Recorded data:
◇ ◇ ◇ ◇ ◇ ◇ ◇

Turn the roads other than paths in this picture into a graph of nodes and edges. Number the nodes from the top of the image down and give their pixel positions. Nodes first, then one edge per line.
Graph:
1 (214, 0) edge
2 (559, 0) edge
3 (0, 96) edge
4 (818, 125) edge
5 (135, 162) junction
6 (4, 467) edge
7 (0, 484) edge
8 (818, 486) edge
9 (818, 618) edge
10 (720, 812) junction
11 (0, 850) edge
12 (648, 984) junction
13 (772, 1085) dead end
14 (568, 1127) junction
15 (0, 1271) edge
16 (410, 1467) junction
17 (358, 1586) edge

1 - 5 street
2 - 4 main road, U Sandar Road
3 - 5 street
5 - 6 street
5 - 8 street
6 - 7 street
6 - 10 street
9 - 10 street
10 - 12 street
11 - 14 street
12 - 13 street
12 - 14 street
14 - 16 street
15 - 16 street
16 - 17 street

◇ ◇ ◇ ◇ ◇ ◇ ◇

Could the data above be set down exactly, in full?

## Your response
Turn the roads other than paths in this picture into a graph of nodes and edges. Number the nodes from the top of the image down and give their pixel positions. Nodes first, then one edge per line.
Graph:
1 (214, 0) edge
2 (559, 0) edge
3 (0, 96) edge
4 (818, 125) edge
5 (135, 162) junction
6 (4, 467) edge
7 (0, 484) edge
8 (818, 486) edge
9 (818, 618) edge
10 (720, 812) junction
11 (0, 850) edge
12 (648, 984) junction
13 (772, 1085) dead end
14 (568, 1127) junction
15 (0, 1271) edge
16 (410, 1467) junction
17 (358, 1586) edge

1 - 5 street
2 - 4 main road, U Sandar Road
3 - 5 street
5 - 6 street
5 - 8 street
6 - 7 street
6 - 10 street
9 - 10 street
10 - 12 street
11 - 14 street
12 - 13 street
12 - 14 street
14 - 16 street
15 - 16 street
16 - 17 street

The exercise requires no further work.